[Collected data entries]
:::

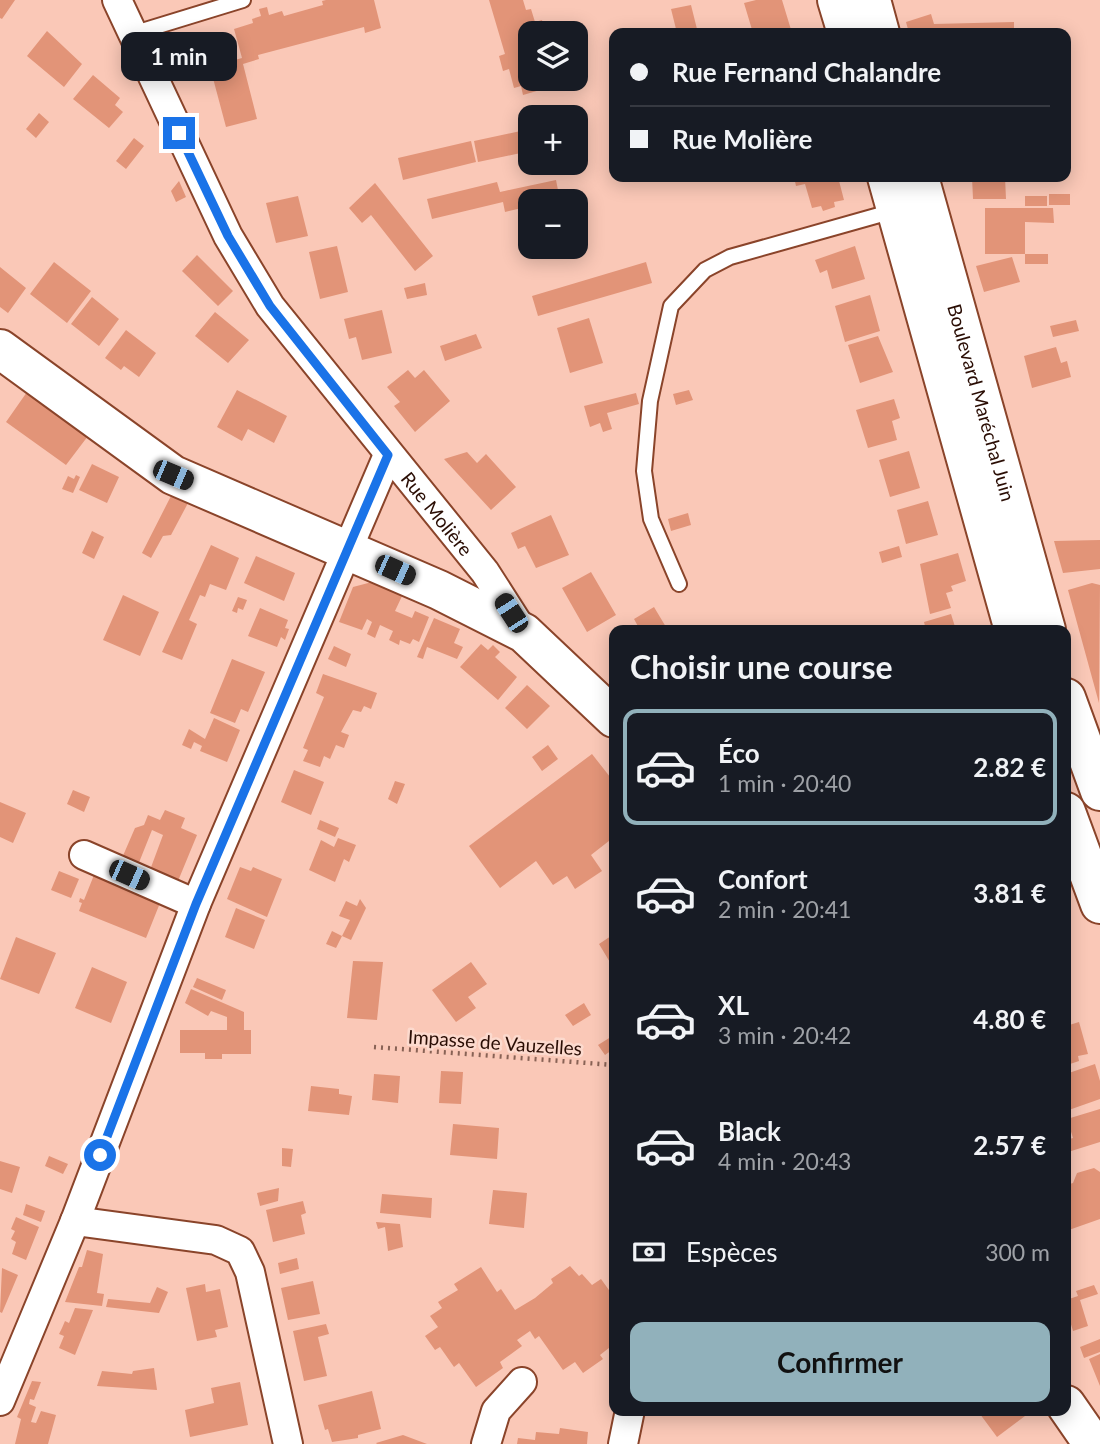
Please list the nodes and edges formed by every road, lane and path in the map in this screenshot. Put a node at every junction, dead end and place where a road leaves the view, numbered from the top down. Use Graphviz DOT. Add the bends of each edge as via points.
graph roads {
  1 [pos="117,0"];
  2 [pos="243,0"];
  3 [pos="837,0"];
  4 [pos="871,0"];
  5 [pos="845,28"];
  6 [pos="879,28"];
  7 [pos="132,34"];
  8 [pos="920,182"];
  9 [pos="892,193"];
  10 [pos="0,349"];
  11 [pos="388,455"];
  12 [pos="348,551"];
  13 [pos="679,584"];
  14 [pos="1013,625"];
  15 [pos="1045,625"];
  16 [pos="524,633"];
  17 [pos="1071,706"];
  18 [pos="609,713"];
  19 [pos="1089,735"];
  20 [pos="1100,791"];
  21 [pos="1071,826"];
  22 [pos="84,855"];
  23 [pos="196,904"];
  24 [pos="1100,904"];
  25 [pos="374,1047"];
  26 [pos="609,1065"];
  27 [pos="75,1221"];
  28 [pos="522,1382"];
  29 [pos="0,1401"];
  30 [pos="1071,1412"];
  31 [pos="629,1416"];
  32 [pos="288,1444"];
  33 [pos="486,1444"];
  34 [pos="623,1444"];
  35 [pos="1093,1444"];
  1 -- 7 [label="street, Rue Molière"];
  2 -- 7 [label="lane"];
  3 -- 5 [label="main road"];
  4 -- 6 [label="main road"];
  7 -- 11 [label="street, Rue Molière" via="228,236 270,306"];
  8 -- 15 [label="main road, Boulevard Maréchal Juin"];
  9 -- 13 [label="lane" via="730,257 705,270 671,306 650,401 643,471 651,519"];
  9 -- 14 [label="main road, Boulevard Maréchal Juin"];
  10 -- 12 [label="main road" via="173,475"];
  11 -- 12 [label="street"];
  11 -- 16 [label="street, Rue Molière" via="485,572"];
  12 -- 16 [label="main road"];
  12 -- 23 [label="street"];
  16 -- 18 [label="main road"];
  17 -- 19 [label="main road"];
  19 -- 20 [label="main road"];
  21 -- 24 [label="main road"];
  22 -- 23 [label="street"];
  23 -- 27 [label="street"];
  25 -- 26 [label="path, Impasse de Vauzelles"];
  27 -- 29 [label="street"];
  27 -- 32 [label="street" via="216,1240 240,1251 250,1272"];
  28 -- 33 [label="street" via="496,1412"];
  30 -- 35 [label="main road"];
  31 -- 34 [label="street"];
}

:::

What is being asked: With the pictures set aside, repeat every entry above exactly.

Finished task:
Please list the nodes and edges formed by every road, lane and path in the map in this screenshot. Put a node at every junction, dead end and place where a road leaves the view, numbered from the top down. Use Graphviz DOT. Add the bends of each edge as via points.
graph roads {
  1 [pos="117,0"];
  2 [pos="243,0"];
  3 [pos="837,0"];
  4 [pos="871,0"];
  5 [pos="845,28"];
  6 [pos="879,28"];
  7 [pos="132,34"];
  8 [pos="920,182"];
  9 [pos="892,193"];
  10 [pos="0,349"];
  11 [pos="388,455"];
  12 [pos="348,551"];
  13 [pos="679,584"];
  14 [pos="1013,625"];
  15 [pos="1045,625"];
  16 [pos="524,633"];
  17 [pos="1071,706"];
  18 [pos="609,713"];
  19 [pos="1089,735"];
  20 [pos="1100,791"];
  21 [pos="1071,826"];
  22 [pos="84,855"];
  23 [pos="196,904"];
  24 [pos="1100,904"];
  25 [pos="374,1047"];
  26 [pos="609,1065"];
  27 [pos="75,1221"];
  28 [pos="522,1382"];
  29 [pos="0,1401"];
  30 [pos="1071,1412"];
  31 [pos="629,1416"];
  32 [pos="288,1444"];
  33 [pos="486,1444"];
  34 [pos="623,1444"];
  35 [pos="1093,1444"];
  1 -- 7 [label="street, Rue Molière"];
  2 -- 7 [label="lane"];
  3 -- 5 [label="main road"];
  4 -- 6 [label="main road"];
  7 -- 11 [label="street, Rue Molière" via="228,236 270,306"];
  8 -- 15 [label="main road, Boulevard Maréchal Juin"];
  9 -- 13 [label="lane" via="730,257 705,270 671,306 650,401 643,471 651,519"];
  9 -- 14 [label="main road, Boulevard Maréchal Juin"];
  10 -- 12 [label="main road" via="173,475"];
  11 -- 12 [label="street"];
  11 -- 16 [label="street, Rue Molière" via="485,572"];
  12 -- 16 [label="main road"];
  12 -- 23 [label="street"];
  16 -- 18 [label="main road"];
  17 -- 19 [label="main road"];
  19 -- 20 [label="main road"];
  21 -- 24 [label="main road"];
  22 -- 23 [label="street"];
  23 -- 27 [label="street"];
  25 -- 26 [label="path, Impasse de Vauzelles"];
  27 -- 29 [label="street"];
  27 -- 32 [label="street" via="216,1240 240,1251 250,1272"];
  28 -- 33 [label="street" via="496,1412"];
  30 -- 35 [label="main road"];
  31 -- 34 [label="street"];
}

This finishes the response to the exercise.